\input{share/preamble}

  %\VignetteIndexEntry{Loss distributions modeling}
  %\VignettePackage{actuar}
  %\SweaveUTF8

  \title{Loss modeling features of \pkg{actuar}}
  \author{Christophe Dutang \\ Université Paris Dauphine \\[3ex]
    Vincent Goulet \\ Université Laval \\[3ex]
    Mathieu Pigeon \\ Université du Québec à Montréal}
  \date{}

<<echo=FALSE>>=
library(actuar)
options(width = 52, digits = 4)
@

\begin{document}

\maketitle

\section{Introduction}
\label{sec:introduction}

One important task of actuaries is the modeling of claim amount and
claim count distributions for ratemaking, loss reserving or other risk
evaluation purposes. Package \pkg{actuar} features many support
functions for loss distributions modeling:
\begin{enumerate}
\item support for heavy tail continuous distributions useful in
  loss severity modeling;
\item support for phase-type distributions for ruin theory;
\item functions to compute raw moments, limited moments and the moment
  generating function (when it exists) of continuous distributions;
\item support for zero-truncated and zero-modified extensions of the
  discrete distributions commonly used in loss frequency modeling;
\item extensive support of grouped data;
\item functions to compute empirical raw and limited moments;
\item support for minimum distance estimation using three different
  measures;
\item treatment of coverage modifications (deductibles, limits,
  inflation, coinsurance).
\end{enumerate}

Vignette \code{"distributions"} covers the points 1--4 above in great
detail. This document concentrates on points 5--8.


\section{Grouped data}
\label{sec:grouped-data}

Grouped data is data represented in an interval-frequency manner.
Typically, a grouped data set will report that there were $n_j$ claims
in the interval $(c_{j - 1}, c_j]$, $j = 1, \dots, r$ (with the
possibility that $c_r = \infty$).
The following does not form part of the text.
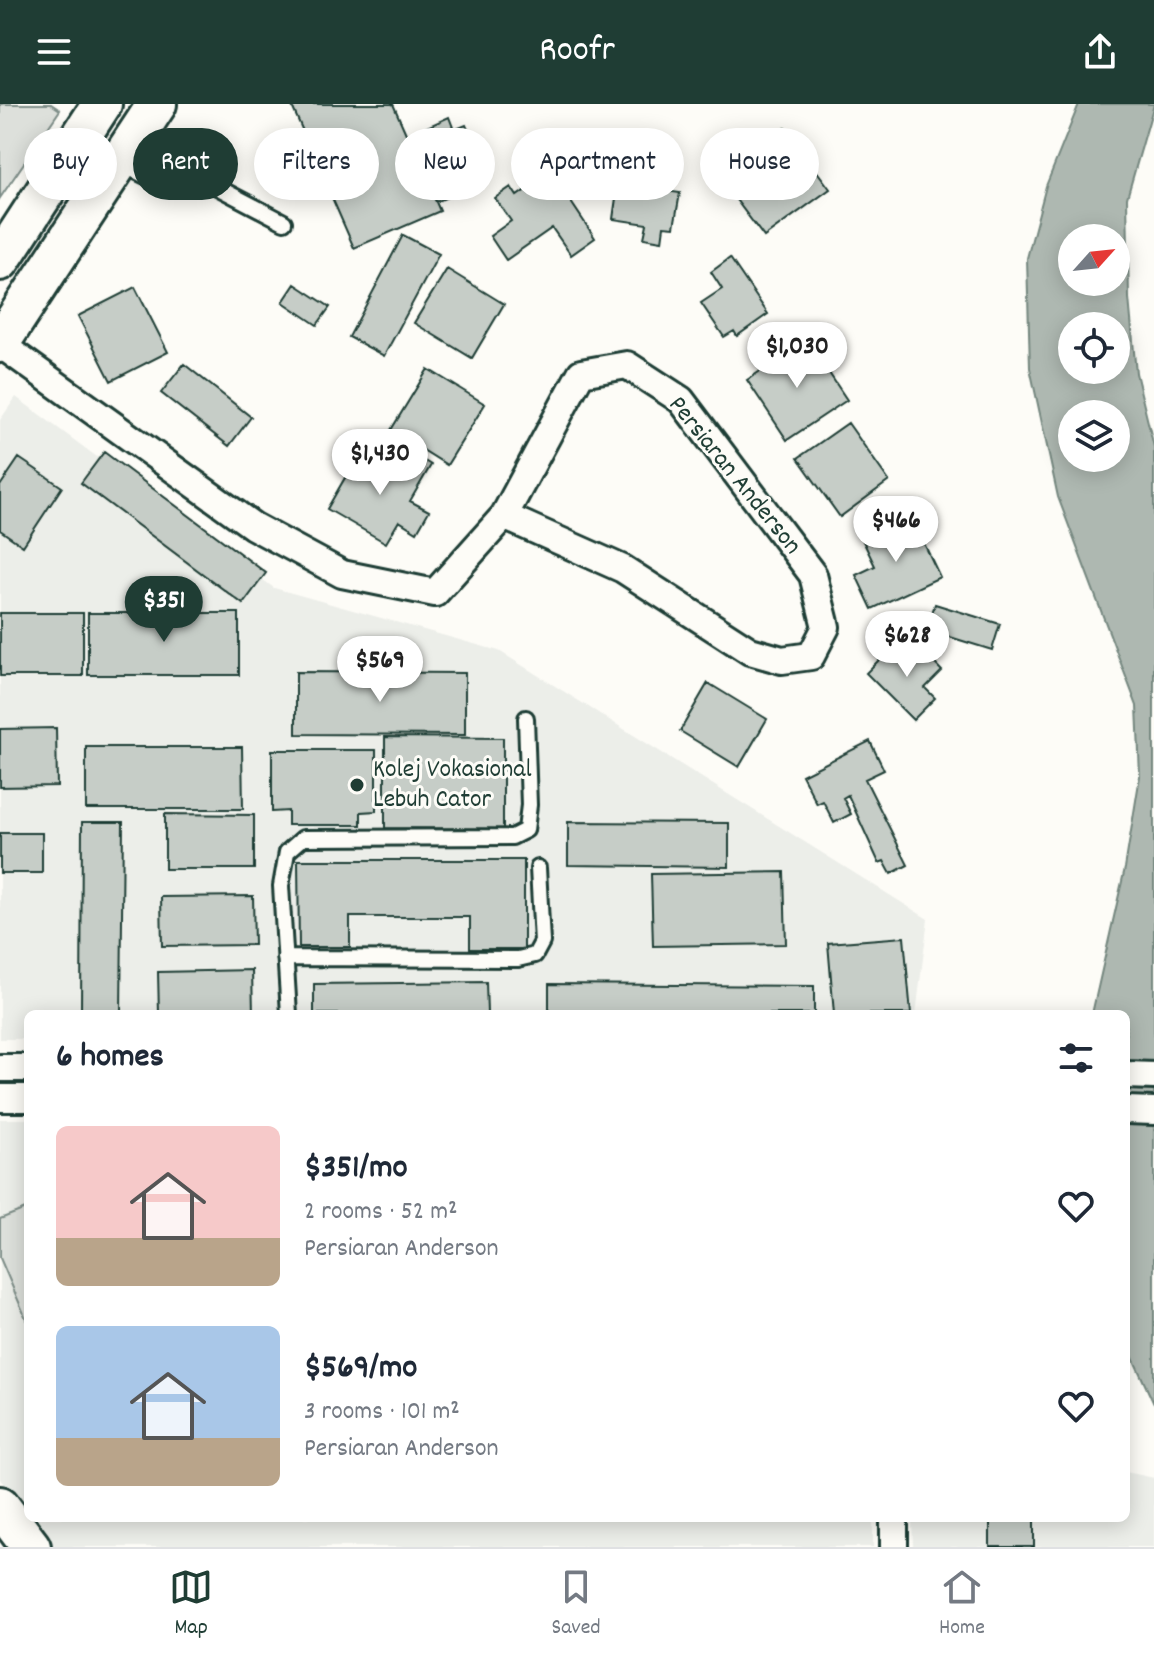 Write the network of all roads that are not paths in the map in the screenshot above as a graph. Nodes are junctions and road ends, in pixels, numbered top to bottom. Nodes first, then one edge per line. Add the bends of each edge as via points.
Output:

This representation is much more
compact than an individual data set --- where the value of each claim
is known --- but it also carries far less information. Now that
storage space in computers has essentially become a non issue, grouped
data has somewhat fallen out of fashion. Still, grouped data remains
useful as a means to represent data, if only graphically --- for
example, a histogram is nothing but a density approximation for
grouped data. Moreover, various parameter estimation techniques rely
on grouped data.

For these reasons, \pkg{actuar} provides facilities to store,
manipulate and summarize grouped data. A standard storage method is
needed since there are many ways to represent grouped data in the
computer: using a list or a matrix, aligning $n_j$ with
$c_{j - 1}$ or with $c_j$, omitting $c_0$ or not, etc. With
appropriate extraction, replacement and summary methods, manipulation
of grouped data becomes similar to that of individual data.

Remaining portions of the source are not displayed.